As I write this, the specific bracket in my head is senior women—50ish years or senior. I have put the ballpark age figure as it somewhat points to a time when the bulls**t detector in their heads is very well developed and there is little regard for other people’s opinions! While the first part almost always is true with these wizened women, it is also a delicate time—a period of transition—most women tend to hit menopause button around this age or a little earlier and board the rickety bus on that journey. Emotional vulnerability is more and physical capacity to endure a bumpy emotional ride is relatively lesser.

While the fabric of this species is extremely strong, life happens and influences each one in different ways. It is an unfamiliar territory—spiritually, physically and emotionally. The body is undergoing changes and the idea of home (read safe haven of love, familiarity, comfort and warmth) shifts right in front of one’s own eyes without a warning:

  • Children generally have grown and become independent—moving away for higher studies. The empty nest syndrome is a real thing!
  • Or children may have begun leaning in, emotionally, on a special friend or developing serious /mature relationships
  • Some may welcome a son or daughter-in-law into the family and be pulled into adjusting to entirely new dynamics with little acknowledgement of one’s real thoughts and feelings
  • The spouse/ partner seriously invested in professional growth believes that this is the time to reap the best from one’s career after all those years
  • Quite a few grown-ups in this phase have already bid adieu to a parent or both, so the most dependable sources of advice, comfort and strength in this phase are missing or one could be more fearful or anxious about them 

Alternatively, a majority of professional women may have a run-in with the glass ceiling at this stage, sparking several questions and emotions. The measure of disenchantment can even cause to throw away years of work. Sometimes, it is towards a journey of self-exploration. 

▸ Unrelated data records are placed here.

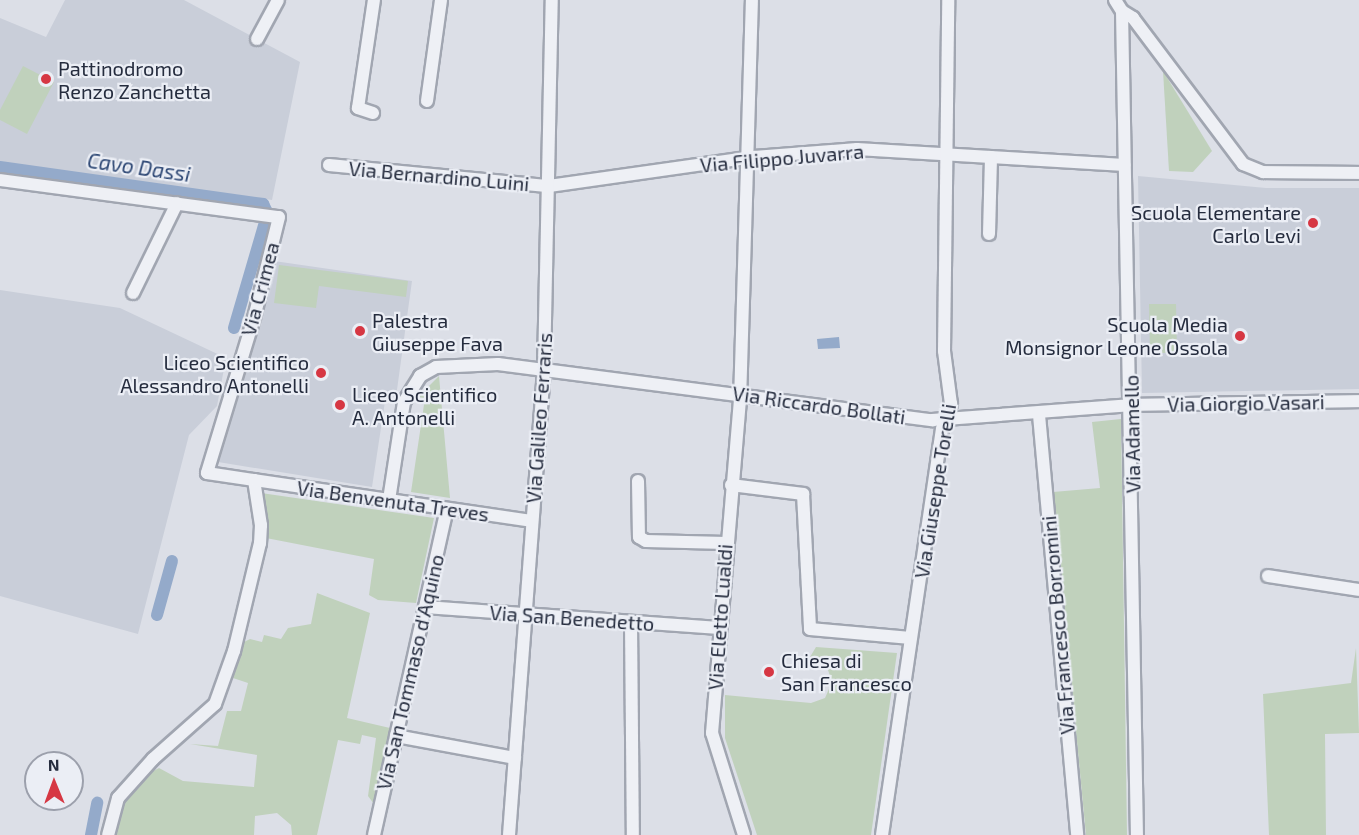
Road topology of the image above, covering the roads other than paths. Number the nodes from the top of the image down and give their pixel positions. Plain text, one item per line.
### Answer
1 (278, 0) edge
2 (374, 0) edge
3 (441, 0) edge
4 (552, 0) edge
5 (752, 0) edge
6 (948, 0) edge
7 (1119, 5) edge
8 (257, 39) dead end
9 (427, 102) dead end
10 (373, 113) dead end
11 (945, 154) junction
12 (992, 157) junction
13 (746, 158) junction
14 (329, 165) dead end
15 (1125, 165) junction
16 (1359, 173) edge
17 (0, 180) edge
18 (549, 186) junction
19 (177, 203) junction
20 (989, 234) dead end
21 (133, 293) dead end
22 (544, 369) junction
23 (739, 394) junction
24 (1359, 401) edge
25 (1132, 405) junction
26 (1039, 415) junction
27 (947, 419) junction
28 (254, 480) junction
29 (638, 481) dead end
30 (731, 485) junction
31 (389, 500) junction
32 (447, 509) junction
33 (532, 521) junction
34 (726, 543) junction
35 (1268, 576) dead end
36 (1359, 590) edge
37 (425, 607) junction
38 (526, 616) junction
39 (631, 622) junction
40 (719, 628) junction
41 (911, 638) junction
42 (396, 736) junction
43 (515, 758) junction
44 (108, 835) edge
45 (374, 835) edge
46 (509, 835) edge
47 (633, 835) edge
48 (744, 835) edge
49 (882, 835) edge
50 (1077, 835) edge
51 (1137, 835) edge

1 - 8 street
2 - 10 street
3 - 9 street
4 - 18 street, Via Galileo Ferraris
5 - 13 street, Via Eletto Lualdi
6 - 11 street, Via Giuseppe Torelli
7 - 15 street, Via Adamello
7 - 16 street
11 - 12 street, Via Filippo Juvarra
11 - 13 street, Via Filippo Juvarra
11 - 27 street, Via Giuseppe Torelli
12 - 15 street, Via Filippo Juvarra
12 - 20 street
13 - 18 street, Via Filippo Juvarra
13 - 23 street, Via Eletto Lualdi
14 - 18 street, Via Bernardino Luini
15 - 25 street, Via Adamello
17 - 19 street, Via Crimea
18 - 22 street, Via Galileo Ferraris
19 - 21 street
19 - 28 street, Via Crimea
22 - 23 street, Via Riccardo Bollati
22 - 31 street, Via Riccardo Bollati
22 - 33 street, Via Galileo Ferraris
23 - 27 street, Via Riccardo Bollati
23 - 30 street, Via Eletto Lualdi
24 - 25 street, Via Giorgio Vasari
25 - 26 street, Via Riccardo Bollati
25 - 51 street, Via Adamello
26 - 27 street, Via Riccardo Bollati
26 - 50 street, Via Francesco Borromini
27 - 41 street, Via Giuseppe Torelli
28 - 31 street, Via Benvenuta Treves
28 - 44 street
29 - 34 street
30 - 34 street, Via Eletto Lualdi
30 - 41 street
31 - 32 street, Via Benvenuta Treves
32 - 33 street, Via Benvenuta Treves
32 - 37 street, Via San Tommaso d'Aquino
33 - 38 street, Via Galileo Ferraris
34 - 40 street, Via Eletto Lualdi
35 - 36 street
37 - 38 street, Via San Benedetto
37 - 42 street, Via San Tommaso d'Aquino
38 - 39 street, Via San Benedetto
38 - 43 street, Via Galileo Ferraris
39 - 40 street, Via San Benedetto
39 - 47 street
40 - 48 street, Via Eletto Lualdi
41 - 49 street, Via Giuseppe Torelli
42 - 43 street
42 - 45 street, Via San Tommaso d'Aquino
43 - 46 street, Via Galileo Ferraris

We live in a world that has sparked body image issues in women in absolutely nauseating ways—selling the idea of beauty that is impossible—airbrushed faces, flawless skin, body proportions that do not align with reality or without the help of beauty products and procedures. There are people overeating or not eating at all! Does it help at the delicate juncture? I think not.

Navigating this tricky territory—adjusting to too many changes requires strength and support. I’m not making a case for women to run a fiefdom in homes till end of days. I am making a case for families and friends to have conversations. 

·   Repeat conversations. 

·   To have patience for multiple conversations. 

·   Do explore and talk about hormonal health. Get tests and evaluations. Offer empathy. 

·   Encourage her to seek her tribe, especially in case of women who haven’t had time to cultivate a circle!

It is easy to offer advice saying that now you have more time for yourself, your hobbies; keep yourself happy staying busy. What takes sensitivity is to see that a human being dear to you has stepped into something absolutely new—she will navigate it as she has dozens of other times in life. Only that this time body and mind both deal with the onslaught at the same time! 

When people are important, this is part of the deal. Make an effort to educate yourself and handhold the one who has been the axis for a long time. She continues to be. As I understand it, most women respond very beautifully to empathy and compassion and there is something one can definitely offer. Strong families and connections are built on support and it does takes emotional support and nothing less.